Ucrania y el enemigo común

Hernán Terrazas E.
Hernán Terrazas E.

Y al final resultó que Estados Unidos tenía razón. Mientras afirmaba lo contrario y acusaba a occidente de sembrar información falsa y alarmista, Putin preparaba la invasión de Ucrania. No se trataba solo de reconocer la independencia de territorios separatistas como Donestk y Luhsank, sino de llegar hasta Kiev seguramente con el propósito de descabezar al actual gobierno democrático e imponer un régimen transitorio militar que responda a los intereses de Moscú.

Hasta ahora el dictador ruso se salió con la suya en el campo militar. En menos de 24 horas sus tropas habían llegado a la capital ucraniana sin encontrar mucha resistencia de un ejército débil y de una ciudadanía, más realista que resignada, que optó por dirigirse hacia las fronteras o refugiarse en los subterráneos para no exponer la vida. No es la apatía lo que prevalece, sino  miedo e indefensión frente a un enemigo militarmente más poderoso.

Las dramáticas intervenciones del presidente Zelensky en las últimas horas muestran a un gobernante expuesto a lo inevitable. “Nos dejaron peleando solos”, dijo, en alusión a las evidentes limitaciones que enfrenta occidente para poder ir en su auxilio y evitar el terrible desenlace que parece inevitable.

La OTAN no puede intervenir directamente porque Ucrania no forma parte de esta alianza. La eficacia de las sanciones económicas seguramente no podrá medirse por el retiro inmediato de las tropas rusas. De hecho, el presidente de los Estados Unidos dijo que se trata de una acción firme para evitar que Putin dé un paso más allá y amenace las fronteras de cualquiera de los países aliados de la alianza atlántica en el este europeo. Aunque hay algo de resignación en esa posición, tampoco podía esperarse una salida estrictamente militar de consecuencias imprevisibles.

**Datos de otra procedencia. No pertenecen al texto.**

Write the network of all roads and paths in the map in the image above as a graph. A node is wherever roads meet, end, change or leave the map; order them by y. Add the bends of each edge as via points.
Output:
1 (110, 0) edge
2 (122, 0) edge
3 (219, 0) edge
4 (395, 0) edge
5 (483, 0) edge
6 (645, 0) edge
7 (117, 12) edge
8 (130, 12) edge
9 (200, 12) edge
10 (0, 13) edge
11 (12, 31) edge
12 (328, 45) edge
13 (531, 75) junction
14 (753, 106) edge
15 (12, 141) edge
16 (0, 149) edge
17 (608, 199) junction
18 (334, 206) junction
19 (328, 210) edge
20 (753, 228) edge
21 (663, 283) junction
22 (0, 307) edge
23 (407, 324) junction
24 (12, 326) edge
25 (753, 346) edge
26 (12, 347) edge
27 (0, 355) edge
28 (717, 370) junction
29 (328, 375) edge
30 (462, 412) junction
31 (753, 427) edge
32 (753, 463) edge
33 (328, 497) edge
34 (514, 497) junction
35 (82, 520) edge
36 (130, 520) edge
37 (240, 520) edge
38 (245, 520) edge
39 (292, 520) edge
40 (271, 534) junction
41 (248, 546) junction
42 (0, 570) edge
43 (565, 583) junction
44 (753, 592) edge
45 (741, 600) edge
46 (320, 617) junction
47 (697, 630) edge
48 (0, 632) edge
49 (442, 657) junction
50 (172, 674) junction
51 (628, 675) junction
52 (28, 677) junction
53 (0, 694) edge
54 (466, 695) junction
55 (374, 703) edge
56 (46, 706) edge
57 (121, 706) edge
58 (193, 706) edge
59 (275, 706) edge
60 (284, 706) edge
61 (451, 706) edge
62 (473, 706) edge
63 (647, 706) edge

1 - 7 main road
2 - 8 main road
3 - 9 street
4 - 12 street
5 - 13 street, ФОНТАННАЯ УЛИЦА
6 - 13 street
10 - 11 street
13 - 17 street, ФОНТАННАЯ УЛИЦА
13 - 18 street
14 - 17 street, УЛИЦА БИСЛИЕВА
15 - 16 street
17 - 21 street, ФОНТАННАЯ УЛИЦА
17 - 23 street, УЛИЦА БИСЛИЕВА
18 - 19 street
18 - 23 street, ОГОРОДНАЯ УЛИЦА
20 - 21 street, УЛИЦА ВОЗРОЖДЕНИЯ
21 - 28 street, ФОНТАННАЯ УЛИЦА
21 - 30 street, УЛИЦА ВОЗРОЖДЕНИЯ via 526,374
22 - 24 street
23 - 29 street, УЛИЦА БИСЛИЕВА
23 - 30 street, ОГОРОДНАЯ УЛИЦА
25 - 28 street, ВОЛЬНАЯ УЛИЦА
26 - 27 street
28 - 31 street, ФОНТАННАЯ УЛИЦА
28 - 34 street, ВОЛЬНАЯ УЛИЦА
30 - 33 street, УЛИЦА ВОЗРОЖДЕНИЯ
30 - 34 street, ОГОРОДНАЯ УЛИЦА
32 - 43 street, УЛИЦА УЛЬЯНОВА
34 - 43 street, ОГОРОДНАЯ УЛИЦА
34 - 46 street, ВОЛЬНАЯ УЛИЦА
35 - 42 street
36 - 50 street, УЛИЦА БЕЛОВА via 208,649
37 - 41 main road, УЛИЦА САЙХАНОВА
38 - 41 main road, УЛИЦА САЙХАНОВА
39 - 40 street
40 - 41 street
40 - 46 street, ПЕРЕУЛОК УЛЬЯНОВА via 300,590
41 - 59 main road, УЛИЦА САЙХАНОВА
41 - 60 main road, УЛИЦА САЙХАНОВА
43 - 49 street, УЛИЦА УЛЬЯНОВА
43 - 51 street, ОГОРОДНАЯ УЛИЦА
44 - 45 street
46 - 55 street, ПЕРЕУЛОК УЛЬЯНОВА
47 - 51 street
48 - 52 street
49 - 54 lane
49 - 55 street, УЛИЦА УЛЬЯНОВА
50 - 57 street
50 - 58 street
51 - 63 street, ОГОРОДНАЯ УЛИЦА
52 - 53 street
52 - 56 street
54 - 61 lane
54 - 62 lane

Aparentemente, Putin no decide sin medir las consecuencias, aunque sus cálculos tal vez estén divorciados de la realidad.  Su acercamiento a China de los últimos años forma parte de una estrategia expansionista de largo plazo. A fin de cuentas ambas potencias comparten la misma ambición de extender sus fronteras y “recuperar” territorios que consideran suyos. Taiwan ha figurado siempre en la agenda china como una asignatura pendiente y Ucrania no dejó de ser una obsesión de Putin.

Con perfiles de liderazgo autocráticos similares, Xi Xinping y Putin apuestan por la creación de un espacio o bloque económico que les permita minimizar eventuales sanciones de occidente en caso de amenazas al vecindario. Los chinos ya experimentaron la guerra comercial y tecnológica con Estados Unidos en tiempos de Donald Trump y el Kremlin no estuvo lejos cuando fue acusado de interferir en las elecciones estadounidenses de 2016 a través de una compleja invasión de redes sociales.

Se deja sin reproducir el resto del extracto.